As a boy, he was fascinated with mechanical devices. Around the age of thirteen, he was apprenticed to a local locksmith in his hometown of Milwaukee, Wisconsin, for a summer which led to a fascination with locks and locking devices. Later, when developing an interest in the art of stage magic, he was able to marry his skill at picking locks with those of a magician and to create an act while in his late teens.
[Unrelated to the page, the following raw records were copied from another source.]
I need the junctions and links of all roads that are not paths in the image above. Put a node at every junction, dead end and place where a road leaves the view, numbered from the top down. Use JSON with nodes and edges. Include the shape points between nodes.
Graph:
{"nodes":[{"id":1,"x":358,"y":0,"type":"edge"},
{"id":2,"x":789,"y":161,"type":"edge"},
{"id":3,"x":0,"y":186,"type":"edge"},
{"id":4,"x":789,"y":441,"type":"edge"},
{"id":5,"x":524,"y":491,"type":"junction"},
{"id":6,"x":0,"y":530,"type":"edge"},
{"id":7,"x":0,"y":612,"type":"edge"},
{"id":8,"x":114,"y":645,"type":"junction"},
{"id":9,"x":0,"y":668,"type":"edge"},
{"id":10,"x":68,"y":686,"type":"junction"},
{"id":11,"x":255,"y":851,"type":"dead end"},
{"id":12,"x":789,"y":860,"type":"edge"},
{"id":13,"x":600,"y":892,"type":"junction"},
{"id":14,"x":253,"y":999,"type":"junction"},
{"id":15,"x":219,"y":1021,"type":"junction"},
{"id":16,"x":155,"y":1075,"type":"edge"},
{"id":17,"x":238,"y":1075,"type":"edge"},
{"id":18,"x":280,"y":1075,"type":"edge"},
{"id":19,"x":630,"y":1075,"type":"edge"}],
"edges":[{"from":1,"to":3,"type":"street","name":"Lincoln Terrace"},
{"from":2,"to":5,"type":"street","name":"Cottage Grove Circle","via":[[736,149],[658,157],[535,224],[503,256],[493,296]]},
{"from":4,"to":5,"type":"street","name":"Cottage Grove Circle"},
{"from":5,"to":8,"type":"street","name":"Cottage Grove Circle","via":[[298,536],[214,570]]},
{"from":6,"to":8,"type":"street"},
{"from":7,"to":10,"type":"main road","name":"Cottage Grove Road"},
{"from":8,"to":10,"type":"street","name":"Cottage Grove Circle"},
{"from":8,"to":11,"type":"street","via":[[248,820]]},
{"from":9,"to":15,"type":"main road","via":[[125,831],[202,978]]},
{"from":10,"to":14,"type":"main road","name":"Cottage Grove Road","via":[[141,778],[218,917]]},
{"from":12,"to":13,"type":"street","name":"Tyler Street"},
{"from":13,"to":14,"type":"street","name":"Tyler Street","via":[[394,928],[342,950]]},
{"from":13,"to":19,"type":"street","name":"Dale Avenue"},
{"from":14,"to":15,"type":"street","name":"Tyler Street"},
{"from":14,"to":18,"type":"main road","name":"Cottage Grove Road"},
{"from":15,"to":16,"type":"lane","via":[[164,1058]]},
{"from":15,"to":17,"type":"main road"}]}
He eventually focused more on the art of escapology, although he does still perform magic today. As an escape artist, Thomas Solomon has been profiled in The New York Times . [1] He has performed twice at the White House for Presidents Ronald Reagan and later George H. W. Bush. In 2003, Solomon had his own network television special on Channel 4 in Great Britain in which he escaped a titanium bank safe underwater, escaped a specially bound plastic restraint hanging from the roof of an S&M Club in London, and a high security prison cell. Later in 2007, he shot a pilot for The History Channel in which he escaped the prison cell of Al Capone, the leg irons of Billy the Kid and the holding cell of Lee Harvey Oswald.
In Milwaukee, then Chicago, Solomon first presented "The Great Escape," a show combining magic with one escape from a locked chain in which he demonstrated lock-picking. The nightclub, sensing potential asked Solomon to drop the magic and concentrate only on escapes. As a marketing ploy, the nightclub asked participants to bring whatever they wanted to the theatre (handcuffs, locks, and straitjackets) to challenge the magician. Over the course of three years, he suffered numerous injuries but never failed in an escape.
He has performed a variation of this "Challenge Escape Act" at New York City's famed, former club, MK in the flat-iron district.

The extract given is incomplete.